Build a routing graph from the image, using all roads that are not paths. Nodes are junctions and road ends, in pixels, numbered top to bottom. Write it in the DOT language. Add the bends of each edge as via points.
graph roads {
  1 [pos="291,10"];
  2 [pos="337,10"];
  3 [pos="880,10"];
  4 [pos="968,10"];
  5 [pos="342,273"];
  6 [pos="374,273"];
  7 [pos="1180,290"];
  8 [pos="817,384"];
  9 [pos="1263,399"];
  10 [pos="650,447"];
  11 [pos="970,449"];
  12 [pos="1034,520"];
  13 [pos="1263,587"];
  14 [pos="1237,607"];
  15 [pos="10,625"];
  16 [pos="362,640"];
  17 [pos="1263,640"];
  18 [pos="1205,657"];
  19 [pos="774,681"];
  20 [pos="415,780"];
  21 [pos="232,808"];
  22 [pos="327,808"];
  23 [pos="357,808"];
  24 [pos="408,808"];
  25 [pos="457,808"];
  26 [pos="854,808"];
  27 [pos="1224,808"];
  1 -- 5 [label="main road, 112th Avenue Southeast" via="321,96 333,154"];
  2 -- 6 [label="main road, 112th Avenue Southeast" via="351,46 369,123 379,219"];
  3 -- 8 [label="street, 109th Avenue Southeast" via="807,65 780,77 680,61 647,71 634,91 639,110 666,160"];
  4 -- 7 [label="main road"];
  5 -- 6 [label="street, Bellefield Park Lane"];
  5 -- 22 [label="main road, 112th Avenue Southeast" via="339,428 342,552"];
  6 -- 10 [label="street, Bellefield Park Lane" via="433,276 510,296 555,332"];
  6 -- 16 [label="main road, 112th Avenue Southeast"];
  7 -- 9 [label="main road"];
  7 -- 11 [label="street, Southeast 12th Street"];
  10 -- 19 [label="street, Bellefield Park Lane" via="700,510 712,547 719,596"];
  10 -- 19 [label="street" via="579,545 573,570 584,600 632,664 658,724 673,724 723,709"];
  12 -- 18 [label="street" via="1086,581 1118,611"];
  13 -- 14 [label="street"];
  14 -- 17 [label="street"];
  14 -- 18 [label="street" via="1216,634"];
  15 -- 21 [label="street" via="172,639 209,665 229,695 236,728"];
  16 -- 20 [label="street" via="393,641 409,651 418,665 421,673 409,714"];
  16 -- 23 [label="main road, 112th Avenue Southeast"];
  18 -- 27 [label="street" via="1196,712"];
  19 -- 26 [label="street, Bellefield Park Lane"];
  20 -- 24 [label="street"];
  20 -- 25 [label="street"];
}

────────

Work to complete: The records above are to be written out again word for word.

Your response:
Build a routing graph from the image, using all roads that are not paths. Nodes are junctions and road ends, in pixels, numbered top to bottom. Write it in the DOT language. Add the bends of each edge as via points.
graph roads {
  1 [pos="291,10"];
  2 [pos="337,10"];
  3 [pos="880,10"];
  4 [pos="968,10"];
  5 [pos="342,273"];
  6 [pos="374,273"];
  7 [pos="1180,290"];
  8 [pos="817,384"];
  9 [pos="1263,399"];
  10 [pos="650,447"];
  11 [pos="970,449"];
  12 [pos="1034,520"];
  13 [pos="1263,587"];
  14 [pos="1237,607"];
  15 [pos="10,625"];
  16 [pos="362,640"];
  17 [pos="1263,640"];
  18 [pos="1205,657"];
  19 [pos="774,681"];
  20 [pos="415,780"];
  21 [pos="232,808"];
  22 [pos="327,808"];
  23 [pos="357,808"];
  24 [pos="408,808"];
  25 [pos="457,808"];
  26 [pos="854,808"];
  27 [pos="1224,808"];
  1 -- 5 [label="main road, 112th Avenue Southeast" via="321,96 333,154"];
  2 -- 6 [label="main road, 112th Avenue Southeast" via="351,46 369,123 379,219"];
  3 -- 8 [label="street, 109th Avenue Southeast" via="807,65 780,77 680,61 647,71 634,91 639,110 666,160"];
  4 -- 7 [label="main road"];
  5 -- 6 [label="street, Bellefield Park Lane"];
  5 -- 22 [label="main road, 112th Avenue Southeast" via="339,428 342,552"];
  6 -- 10 [label="street, Bellefield Park Lane" via="433,276 510,296 555,332"];
  6 -- 16 [label="main road, 112th Avenue Southeast"];
  7 -- 9 [label="main road"];
  7 -- 11 [label="street, Southeast 12th Street"];
  10 -- 19 [label="street, Bellefield Park Lane" via="700,510 712,547 719,596"];
  10 -- 19 [label="street" via="579,545 573,570 584,600 632,664 658,724 673,724 723,709"];
  12 -- 18 [label="street" via="1086,581 1118,611"];
  13 -- 14 [label="street"];
  14 -- 17 [label="street"];
  14 -- 18 [label="street" via="1216,634"];
  15 -- 21 [label="street" via="172,639 209,665 229,695 236,728"];
  16 -- 20 [label="street" via="393,641 409,651 418,665 421,673 409,714"];
  16 -- 23 [label="main road, 112th Avenue Southeast"];
  18 -- 27 [label="street" via="1196,712"];
  19 -- 26 [label="street, Bellefield Park Lane"];
  20 -- 24 [label="street"];
  20 -- 25 [label="street"];
}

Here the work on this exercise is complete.